In deciding to write her book when she was about 40 years old, Alexandra was, in fact, displaying a remarkable degree of courage. When one decides to violate a decades-long family taboo and attempts to discover the reasons for it, it is entirely possible — even likely — that the person will find things that she might not want to discover — that is, the dark family secrets that lie behind the taboo. As she put it in her book, “Before learning the history of the film, without fully knowing the details of my grandfather’s and father’s handling of it, I knew there was a risk that I would run into facts, details, or decisions that might run counter to what I expected or undermine my fierce tendency to defend them against criticism.” She added, “What if I stumble on something I don’t want to write about?”
As we will see in this book, on a sunny day in late November of 1963, Alexandra’s grandfather, Abraham Zapruder, through sheer happenstance, was sucked into a maelstrom of evil that ended up forcing him to choose between two alternative courses of action, each of which came with horrific consequences.

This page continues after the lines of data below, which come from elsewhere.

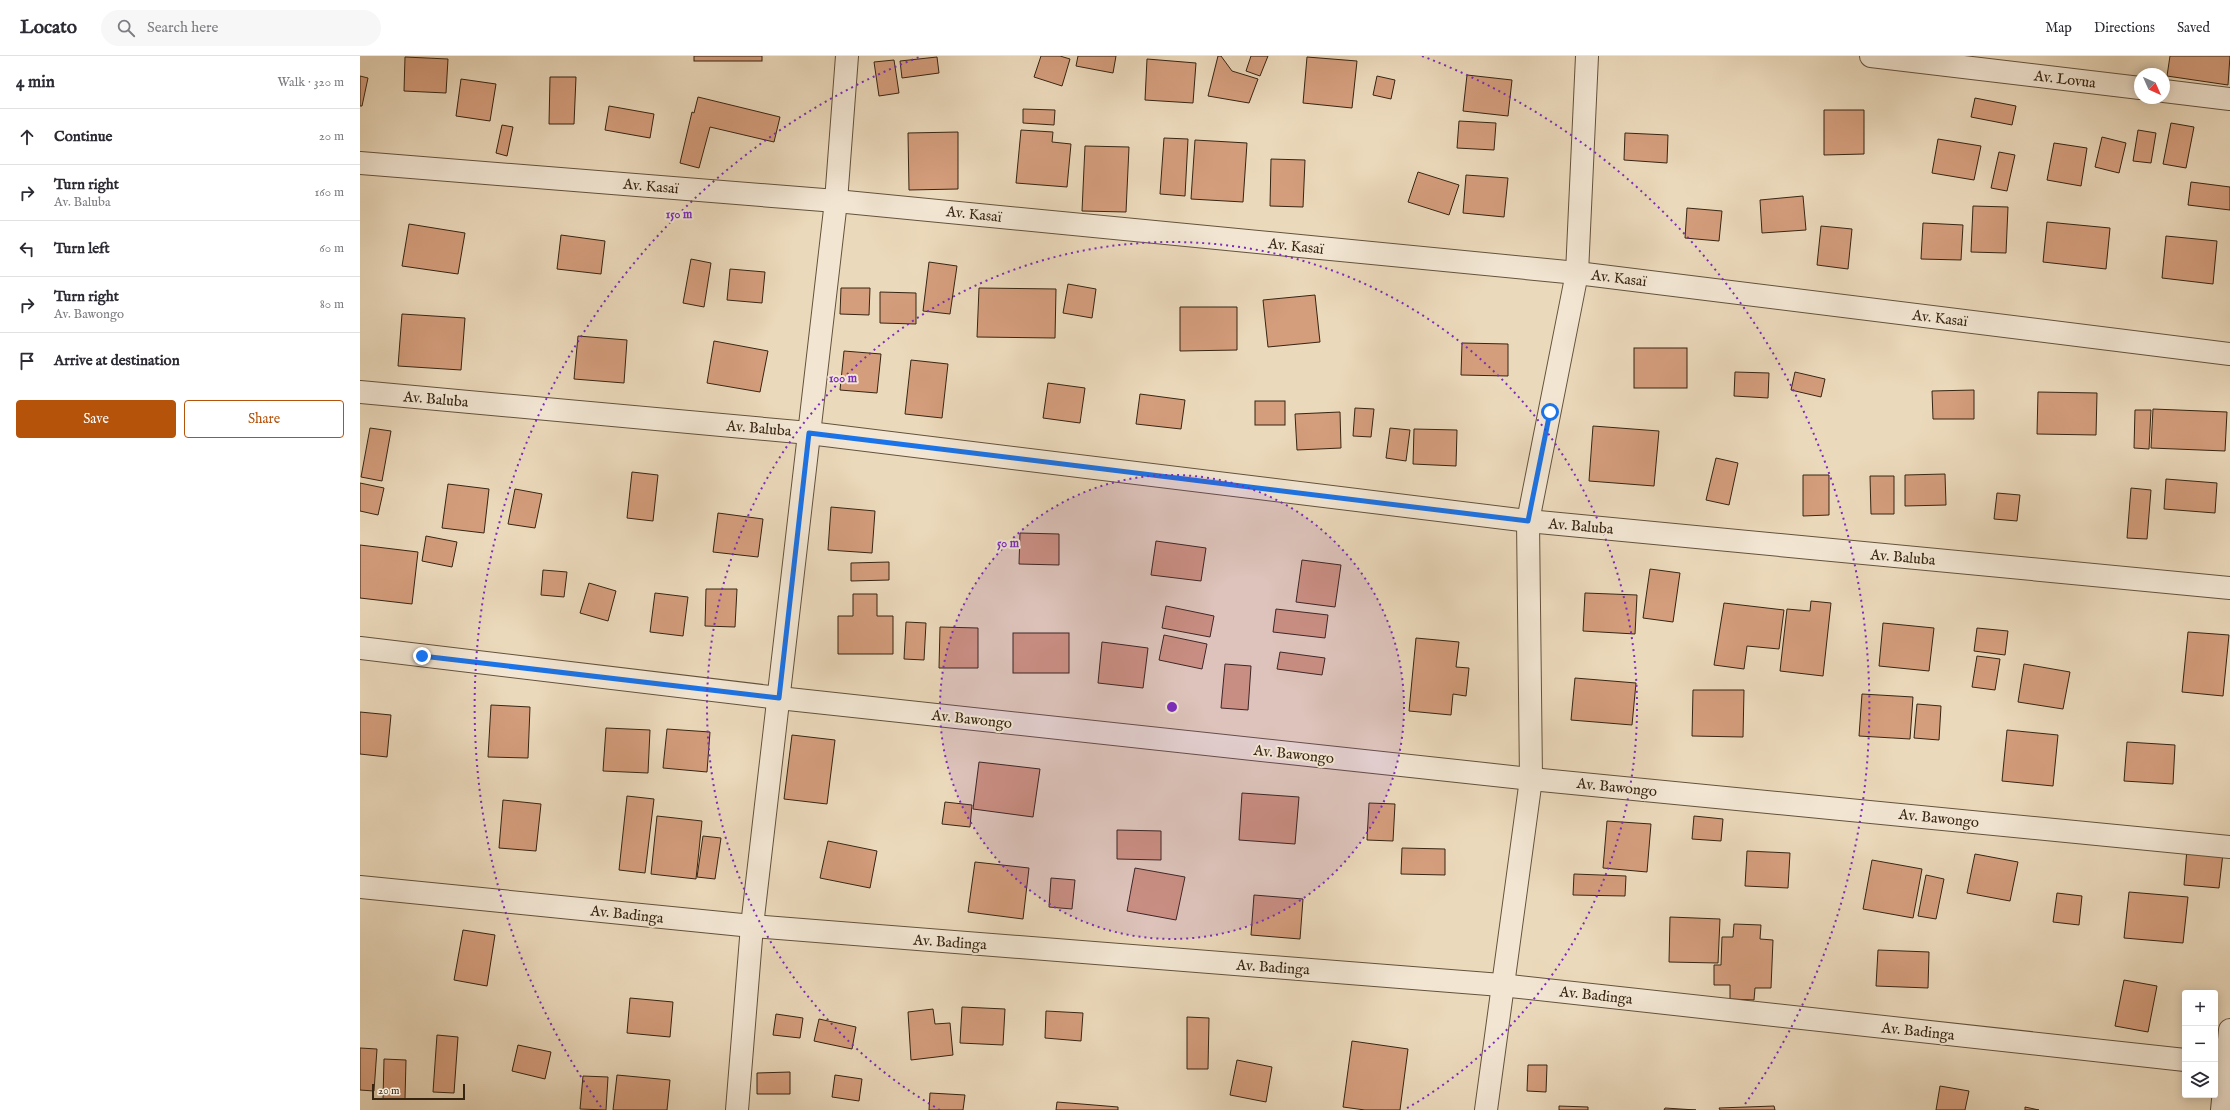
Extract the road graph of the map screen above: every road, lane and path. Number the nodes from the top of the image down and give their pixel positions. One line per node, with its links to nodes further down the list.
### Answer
1 (847, 56): 8 (street)
2 (1587, 56): 9 (street)
3 (1871, 56): 4 (street, Av. Lovua)
4 (2134, 87)
5 (2170, 92): 6 (street)
6 (2230, 99)
7 (360, 163): 8 (street, Av. Kasaï)
8 (836, 200): 9 (street, Av. Kasaï); 12 (street)
9 (1577, 273): 10 (street, Av. Kasaï); 13 (street)
10 (2230, 354)
11 (360, 392): 12 (street, Av. Baluba)
12 (809, 433): 13 (street, Av. Baluba); 16 (street)
13 (1528, 521): 14 (street, Av. Baluba); 17 (street)
14 (2230, 588)
15 (360, 648): 16 (street, Av. Bawongo)
16 (779, 698): 17 (street, Av. Bawongo); 20 (street)
17 (1530, 779): 18 (street, Av. Bawongo); 21 (street)
18 (2230, 846)
19 (360, 887): 20 (street, Av. Badinga)
20 (752, 926): 21 (street, Av. Badinga); 25 (street)
21 (1501, 985): 23 (street, Av. Badinga); 26 (street)
22 (2230, 1030): 24 (street)
23 (2182, 1060)
24 (2224, 1065): 27 (street)
25 (737, 1110)
26 (1486, 1110)
27 (2222, 1110)

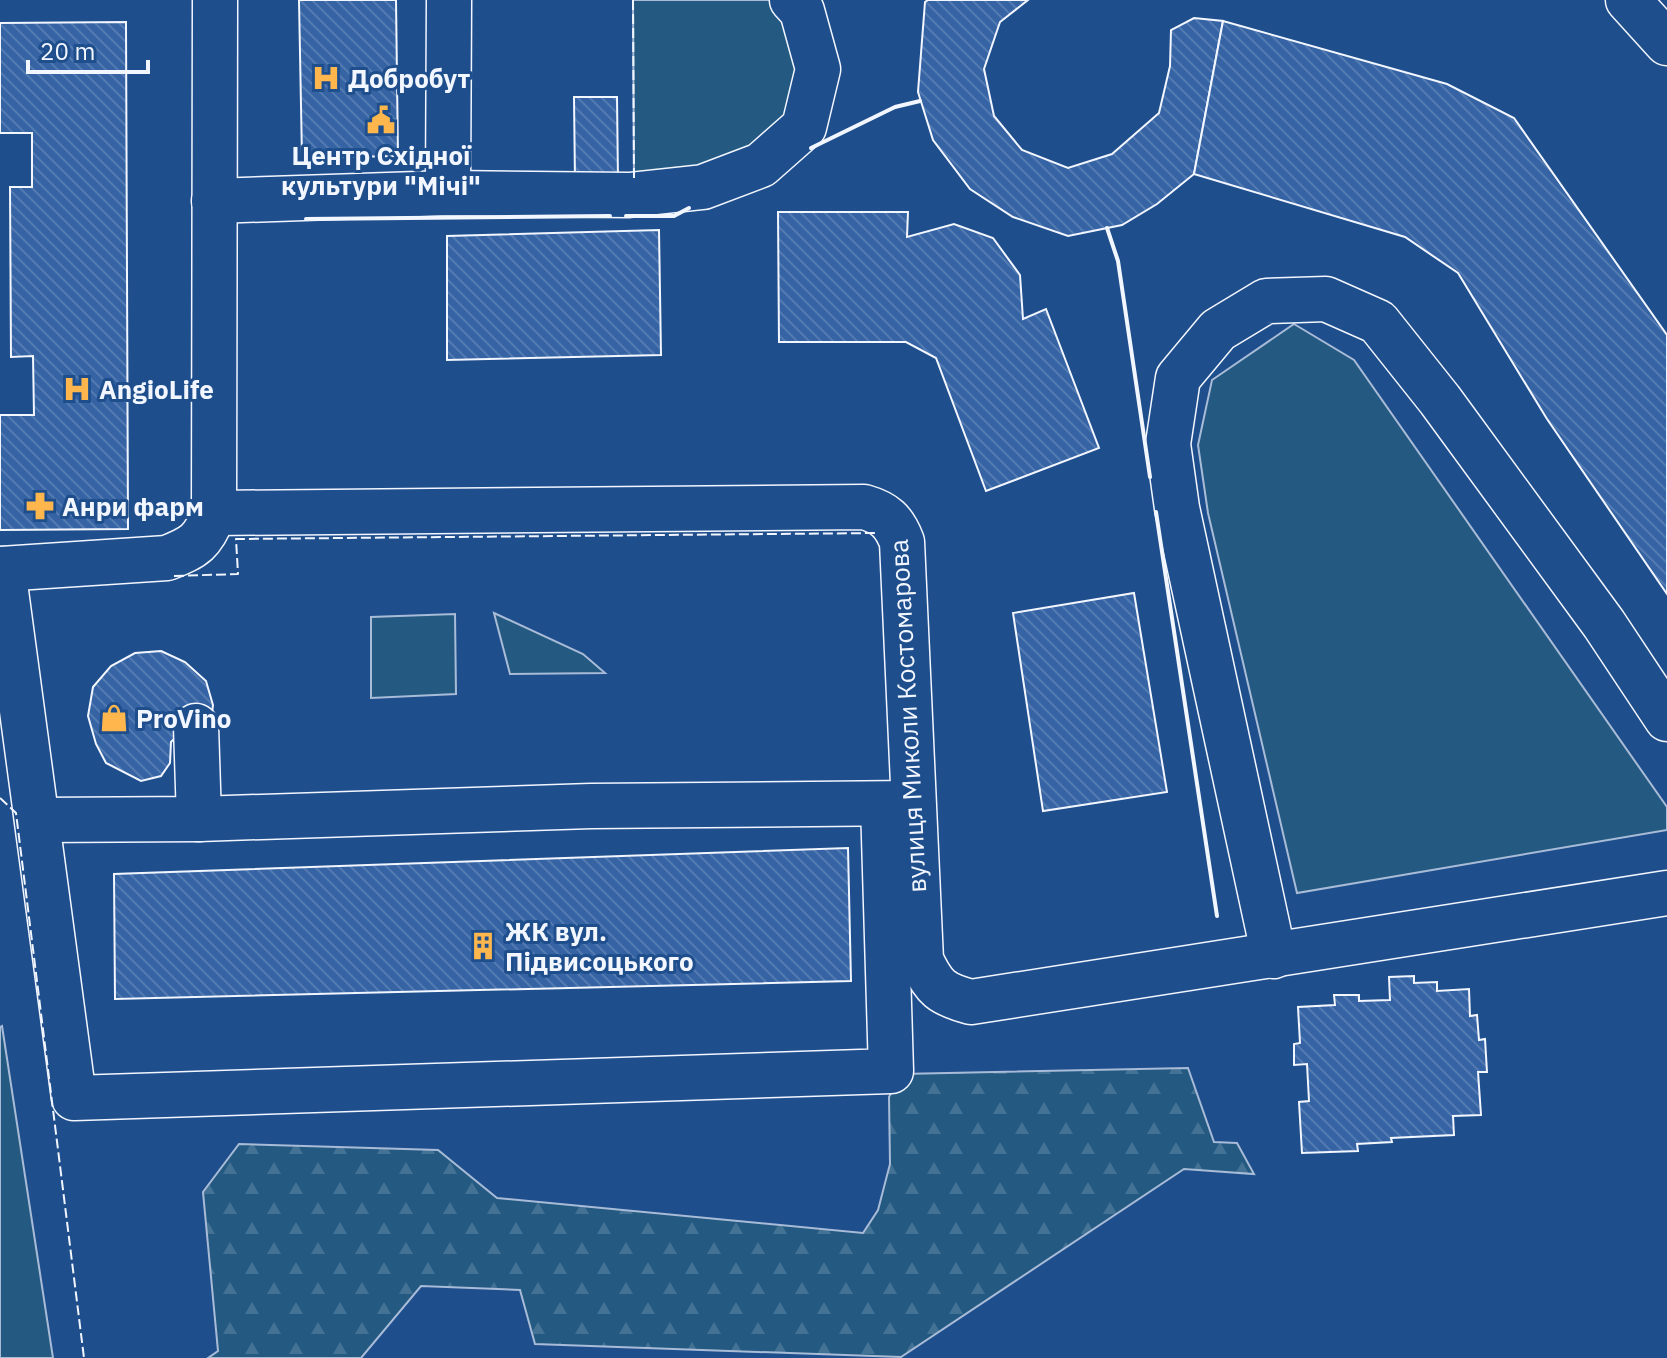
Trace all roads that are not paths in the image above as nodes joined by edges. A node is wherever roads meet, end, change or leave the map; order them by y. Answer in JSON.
{"nodes":[{"id":1,"x":215,"y":0,"type":"edge"},
{"id":2,"x":449,"y":0,"type":"edge"},
{"id":3,"x":792,"y":0,"type":"edge"},
{"id":4,"x":1628,"y":0,"type":"edge"},
{"id":5,"x":1667,"y":43,"type":"edge"},
{"id":6,"x":448,"y":193,"type":"junction"},
{"id":7,"x":214,"y":201,"type":"junction"},
{"id":8,"x":214,"y":513,"type":"junction"},
{"id":9,"x":2,"y":569,"type":"edge"},
{"id":10,"x":1667,"y":719,"type":"edge"},
{"id":11,"x":196,"y":726,"type":"dead end"},
{"id":12,"x":898,"y":804,"type":"junction"},
{"id":13,"x":199,"y":819,"type":"junction"},
{"id":14,"x":39,"y":820,"type":"junction"},
{"id":15,"x":1667,"y":893,"type":"edge"},
{"id":16,"x":1274,"y":956,"type":"junction"}],
"edges":[{"from":1,"to":7,"type":"street"},
{"from":2,"to":6,"type":"street"},
{"from":3,"to":6,"type":"street"},
{"from":4,"to":5,"type":"street"},
{"from":6,"to":7,"type":"street"},
{"from":7,"to":8,"type":"street"},
{"from":8,"to":9,"type":"street"},
{"from":8,"to":12,"type":"street","name":"вулиця Миколи Костомарова"},
{"from":9,"to":14,"type":"street"},
{"from":10,"to":16,"type":"street"},
{"from":11,"to":13,"type":"street"},
{"from":12,"to":13,"type":"street"},
{"from":12,"to":14,"type":"street"},
{"from":12,"to":16,"type":"street","name":"вулиця Миколи Костомарова"},
{"from":13,"to":14,"type":"street"},
{"from":15,"to":16,"type":"street","name":"вулиця Миколи Костомарова"}]}
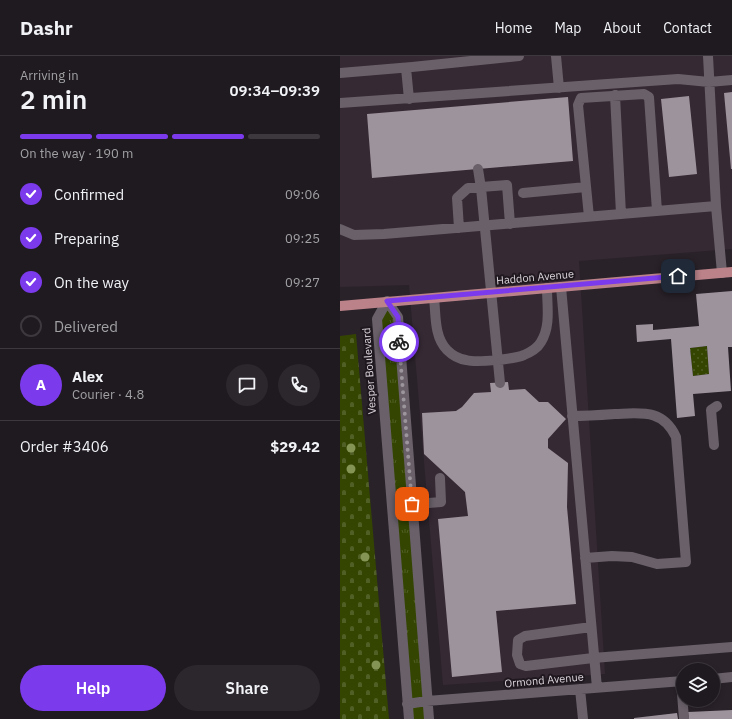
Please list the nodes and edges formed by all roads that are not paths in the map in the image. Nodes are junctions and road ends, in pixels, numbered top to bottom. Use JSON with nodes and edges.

It was the choice that Zapruder ultimately made that ended up destroying the rest of his life and ultimately led to the dark secret that underlay the long family taboo against discussing his film.
As I finished reading her book, I concluded that notwithstanding the courage that Alexandra Zapruder displayed in deciding to write it, acknowledging and directly confronting the evil that her grandfather encountered 58 years ago proved to be too much for her. In this book, we will do what she was unable to do. We will identify and confront the evil that destroyed the rest of her grandfather’s life and uncover the dark secret that led to the Zapruder family taboo against discussing his film. We will also discuss what needs to be done to eradicate that evil, which is still among us. Our national well-being depends on it.